Will loosening the pressure relief help.


----------



## pogobill (Jan 31, 2012)

Almost sounds like you have a pump issue.


----------



## Rayroy63 (Sep 26, 2019)

Just wondering if there is air in the line and needs to be bled. Herd I can lift the plow a little bit and bleed the air.


----------



## pogobill (Jan 31, 2012)

I would think that any air would push through the system when operating the hydraulics, and be pushed through to the reservoir.


----------



## Rayroy63 (Sep 26, 2019)

Wondering if I can bleed air from the hydraulic line


----------



## Rayroy63 (Sep 26, 2019)

I'll look at it this evening. Got to sleep now. Working nights. Thanks


----------



## Rayroy63 (Sep 26, 2019)

This was Dads tractor. Hasn't been serviced in years, far as I know. I put a new belt on it and changed the oil. The hydraulic filter looks like a drop in, feel like I need to get a filter and change it. Do you know if it's a drop in?


----------



## Rayroy63 (Sep 26, 2019)

Hydraulic filter is a twist on.
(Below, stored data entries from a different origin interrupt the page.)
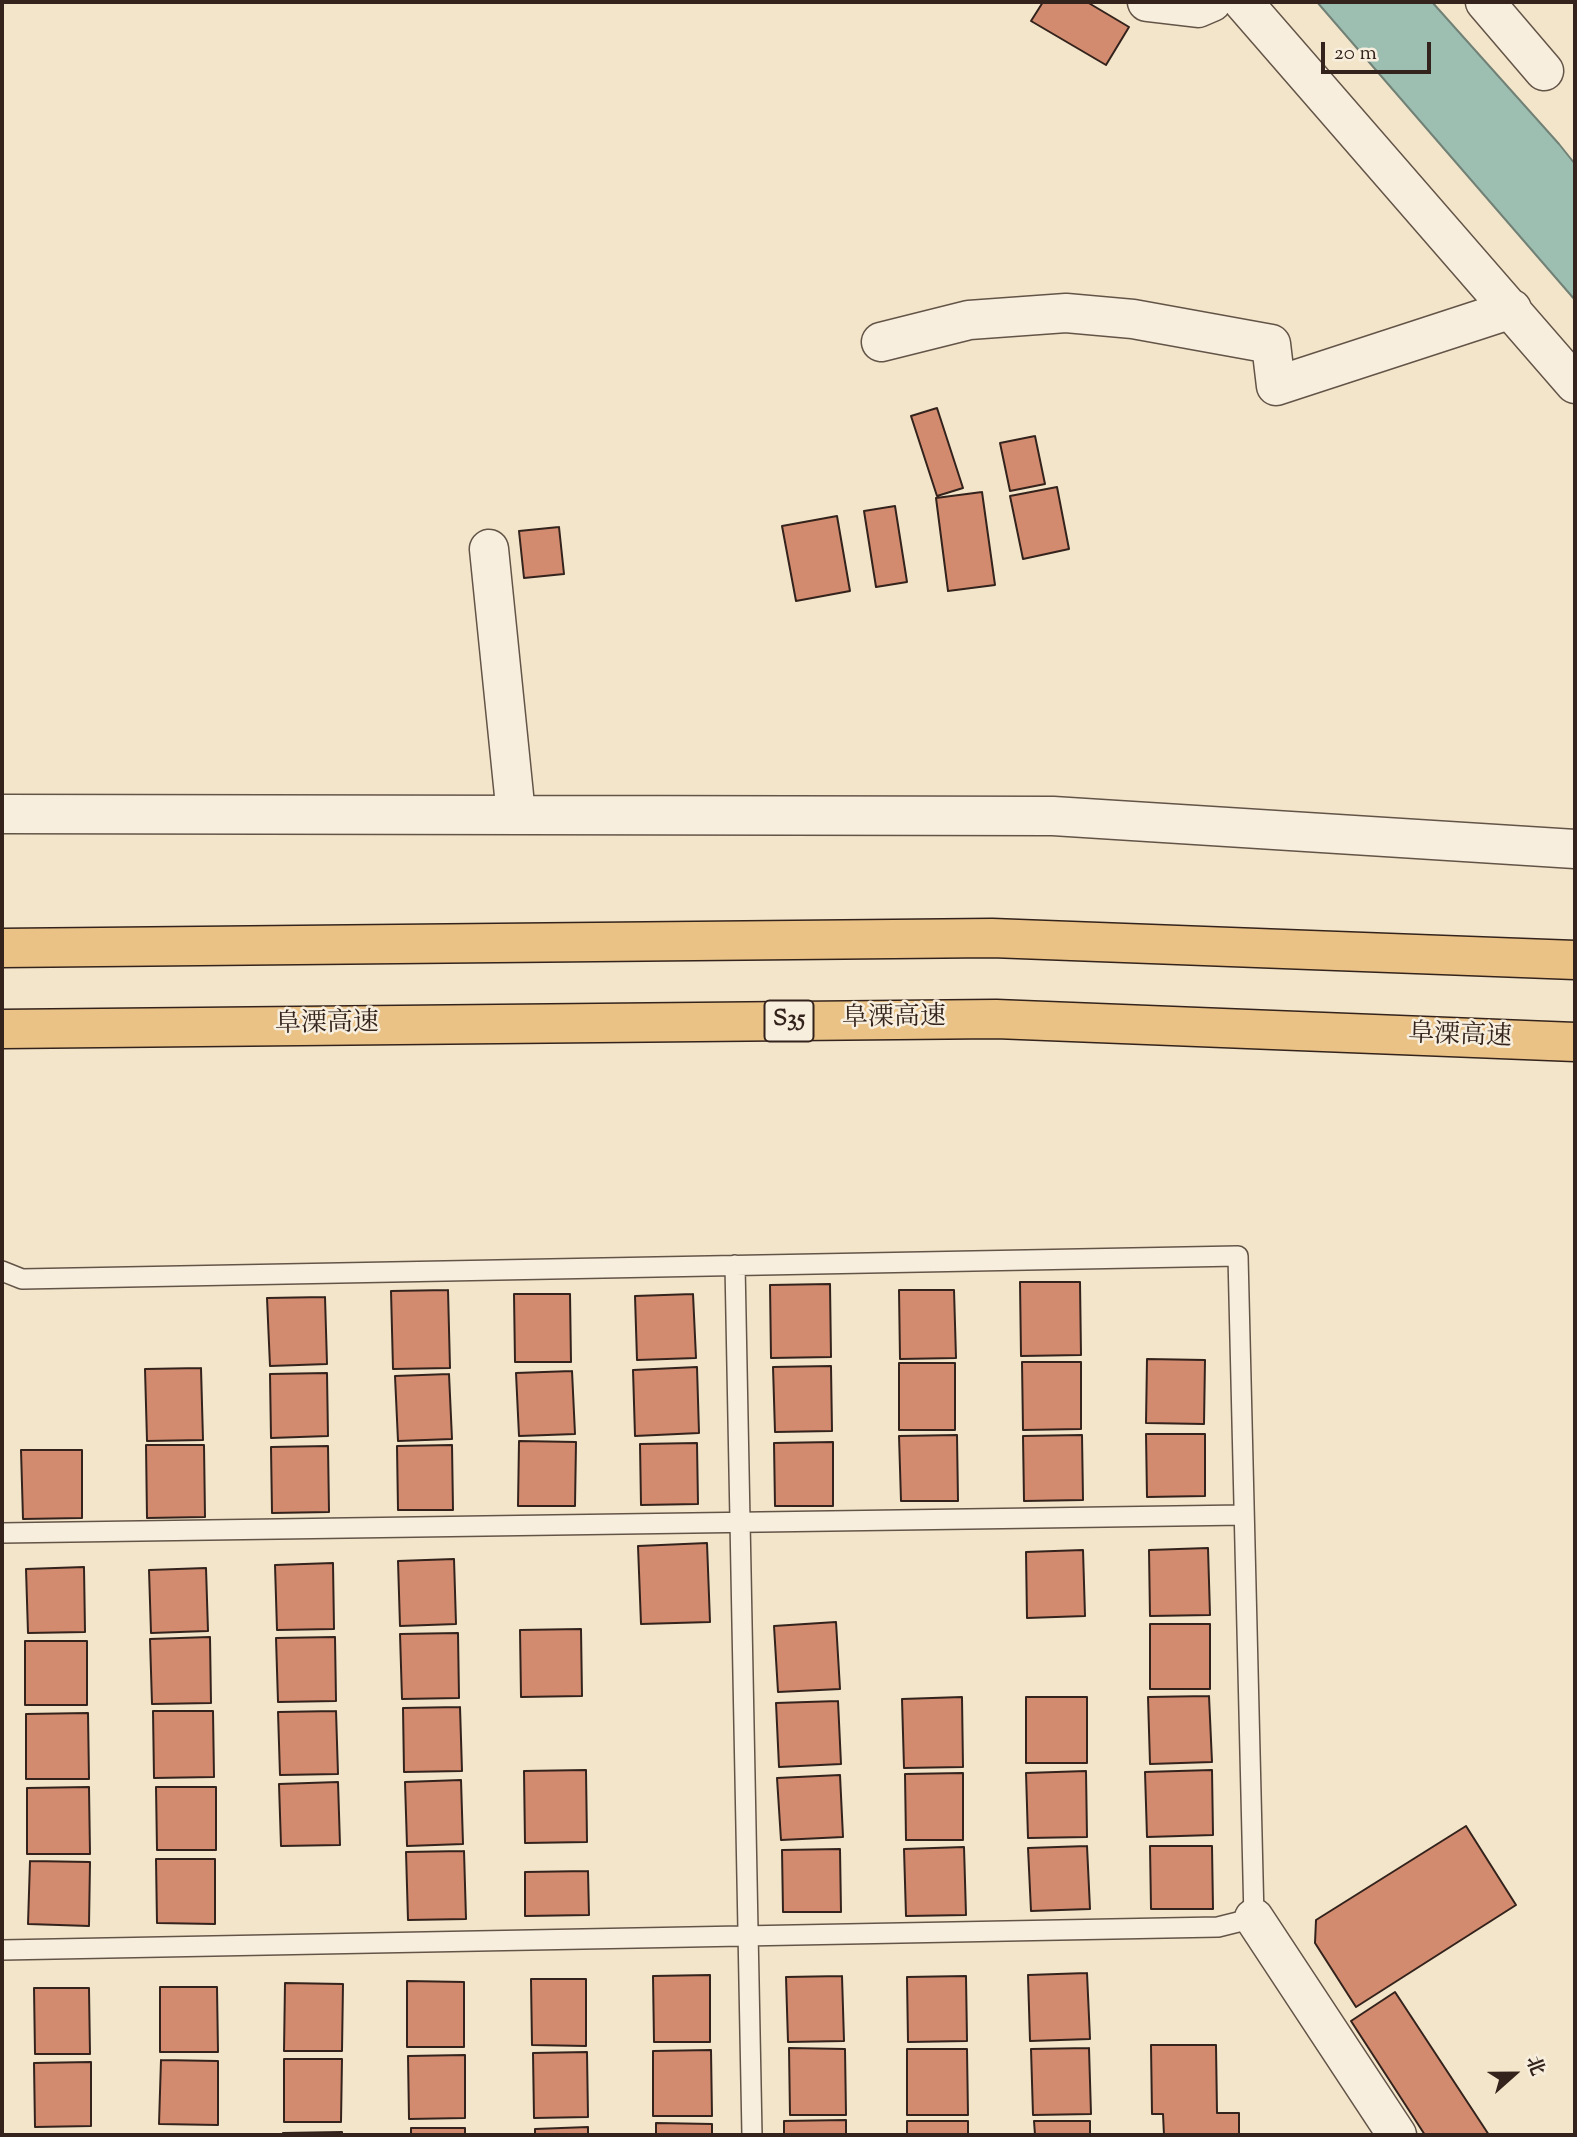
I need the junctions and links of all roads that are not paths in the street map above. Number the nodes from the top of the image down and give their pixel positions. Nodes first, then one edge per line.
1 (1147, 2) edge
2 (1212, 2) edge
3 (1243, 2) edge
4 (1485, 2) edge
5 (1544, 71) dead end
6 (1512, 309) junction
7 (881, 342) dead end
8 (1575, 384) edge
9 (489, 549) dead end
10 (2, 814) edge
11 (516, 816) junction
12 (1575, 849) edge
13 (2, 948) edge
14 (1575, 960) edge
15 (2, 1029) edge
16 (1575, 1042) edge
17 (734, 1265) junction
18 (2, 1271) edge
19 (1244, 1515) junction
20 (739, 1522) junction
21 (2, 1533) edge
22 (1254, 1918) junction
23 (748, 1936) junction
24 (2, 1950) edge
25 (752, 2135) edge
26 (1397, 2135) edge

1 - 2 street
3 - 6 street
4 - 5 street
6 - 7 street
6 - 8 street
9 - 11 street
10 - 11 street
11 - 12 street
13 - 14 highway
15 - 16 highway, 阜溧高速 / S35
17 - 18 lane
17 - 19 lane
17 - 20 lane
19 - 20 lane
19 - 22 lane
20 - 21 lane
20 - 23 lane
22 - 23 lane
22 - 26 street
23 - 24 lane
23 - 25 lane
Donaldson#P556007.


----------



## Rayroy63 (Sep 26, 2019)

What type transmission/hydraulic fluid replaces Exxon Torque Fluid 56?? I need to know ASAP


----------



## Rayroy63 (Sep 26, 2019)

I need to know what type transmission fluid replaces Exxon Torque Fluid 56?


----------



## pogobill (Jan 31, 2012)

https://petroleumservicecompany.com/exxon-torque-fluid-56-cross-reference-1/


----------



## Groo (Jan 17, 2020)

if air is in the suction line, you might have to bleed the pressure side to get things going.


----------